WORK REQUIRED: Copy the data that appears below exactly. Drop the pictures.

Start of DATASET CONTENT

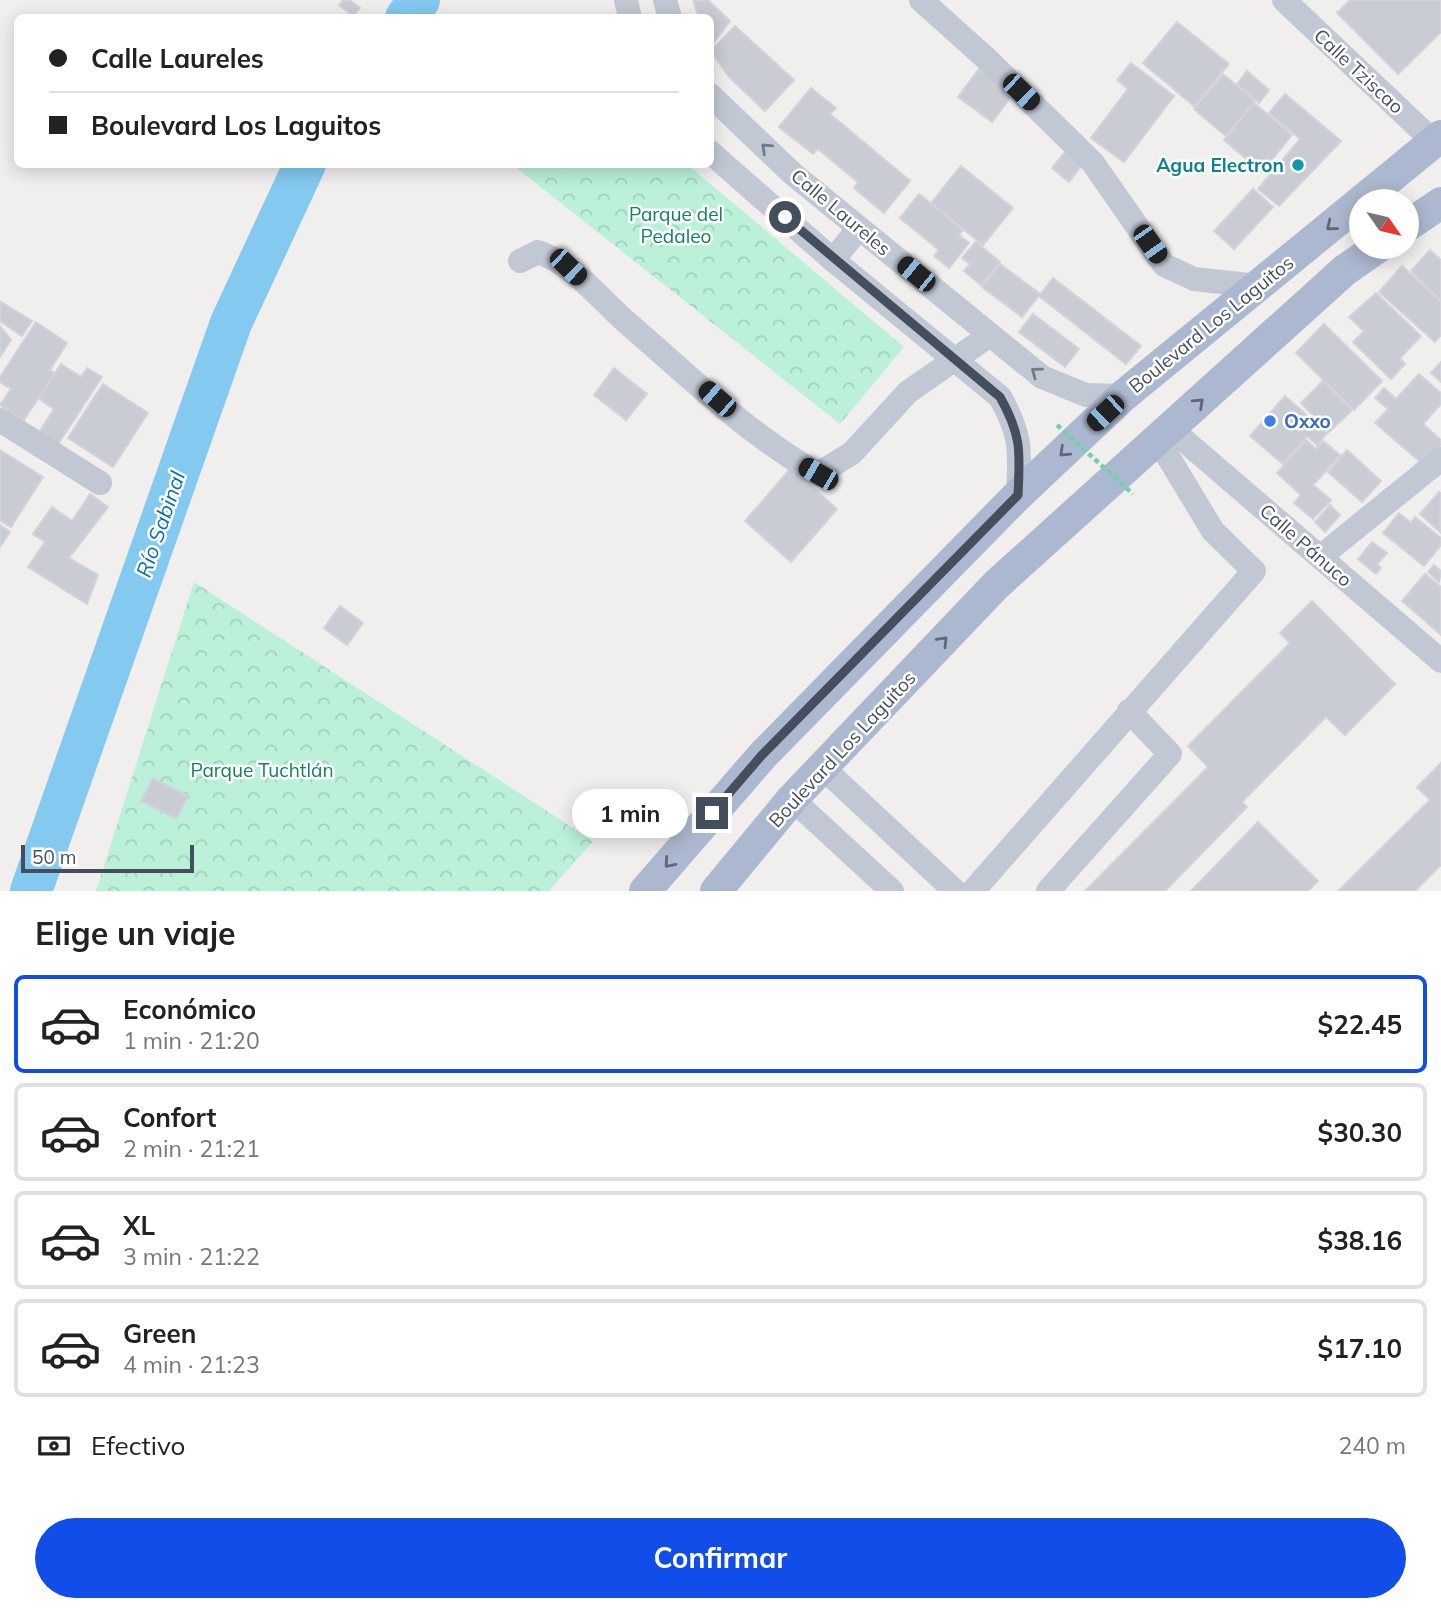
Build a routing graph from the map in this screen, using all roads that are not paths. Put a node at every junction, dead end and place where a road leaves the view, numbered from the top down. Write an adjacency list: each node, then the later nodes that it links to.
1 (921, 0): 12 (street)
2 (1284, 0): 4 (street, Calle Tziscao)
3 (714, 99): 8 (street, Calle Laureles, one-way to 3)
4 (1437, 139): 12 (main road, Boulevard Los Laguitos, one-way to 12)
5 (714, 156): 10 (street, Calle Laureles)
6 (1441, 203): 7 (main road)
7 (1419, 218)
8 (859, 228): 10 (street); 13 (street, Calle Laureles)
9 (1361, 259): 17 (main road, Boulevard Los Laguitos, one-way to 9)
10 (833, 260): 14 (street, Calle Laureles)
11 (520, 261): 14 (street)
12 (1257, 286): 15 (main road, Boulevard Los Laguitos)
13 (990, 335): 14 (street); 15 (street, Calle Laureles, one-way to 13)
14 (957, 360): 20 (street, Calle Laureles)
15 (1123, 396): 20 (main road, Boulevard Los Laguitos, one-way to 20)
16 (0, 421): 19 (street)
17 (1165, 435): 21 (street, Calle Pánuco); 23 (street); 24 (main road, Boulevard Los Laguitos, one-way to 17)
18 (1441, 459): 21 (street)
19 (100, 483)
20 (1018, 495): 26 (main road, Boulevard Los Laguitos, one-way to 26)
21 (1320, 558): 22 (street, Calle Pánuco)
22 (1441, 661)
23 (1129, 711): 30 (street); 31 (street)
24 (822, 767): 25 (main road, Boulevard Los Laguitos); 29 (street)
25 (792, 799): 27 (main road, Boulevard Los Laguitos); 28 (street)
26 (645, 891)
27 (716, 891)
28 (892, 891)
29 (955, 891)
30 (973, 891)
31 (1048, 891)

End of DATASET CONTENT

RESULT:
Build a routing graph from the map in this screen, using all roads that are not paths. Put a node at every junction, dead end and place where a road leaves the view, numbered from the top down. Write an adjacency list: each node, then the later nodes that it links to.
1 (921, 0): 12 (street)
2 (1284, 0): 4 (street, Calle Tziscao)
3 (714, 99): 8 (street, Calle Laureles, one-way to 3)
4 (1437, 139): 12 (main road, Boulevard Los Laguitos, one-way to 12)
5 (714, 156): 10 (street, Calle Laureles)
6 (1441, 203): 7 (main road)
7 (1419, 218)
8 (859, 228): 10 (street); 13 (street, Calle Laureles)
9 (1361, 259): 17 (main road, Boulevard Los Laguitos, one-way to 9)
10 (833, 260): 14 (street, Calle Laureles)
11 (520, 261): 14 (street)
12 (1257, 286): 15 (main road, Boulevard Los Laguitos)
13 (990, 335): 14 (street); 15 (street, Calle Laureles, one-way to 13)
14 (957, 360): 20 (street, Calle Laureles)
15 (1123, 396): 20 (main road, Boulevard Los Laguitos, one-way to 20)
16 (0, 421): 19 (street)
17 (1165, 435): 21 (street, Calle Pánuco); 23 (street); 24 (main road, Boulevard Los Laguitos, one-way to 17)
18 (1441, 459): 21 (street)
19 (100, 483)
20 (1018, 495): 26 (main road, Boulevard Los Laguitos, one-way to 26)
21 (1320, 558): 22 (street, Calle Pánuco)
22 (1441, 661)
23 (1129, 711): 30 (street); 31 (street)
24 (822, 767): 25 (main road, Boulevard Los Laguitos); 29 (street)
25 (792, 799): 27 (main road, Boulevard Los Laguitos); 28 (street)
26 (645, 891)
27 (716, 891)
28 (892, 891)
29 (955, 891)
30 (973, 891)
31 (1048, 891)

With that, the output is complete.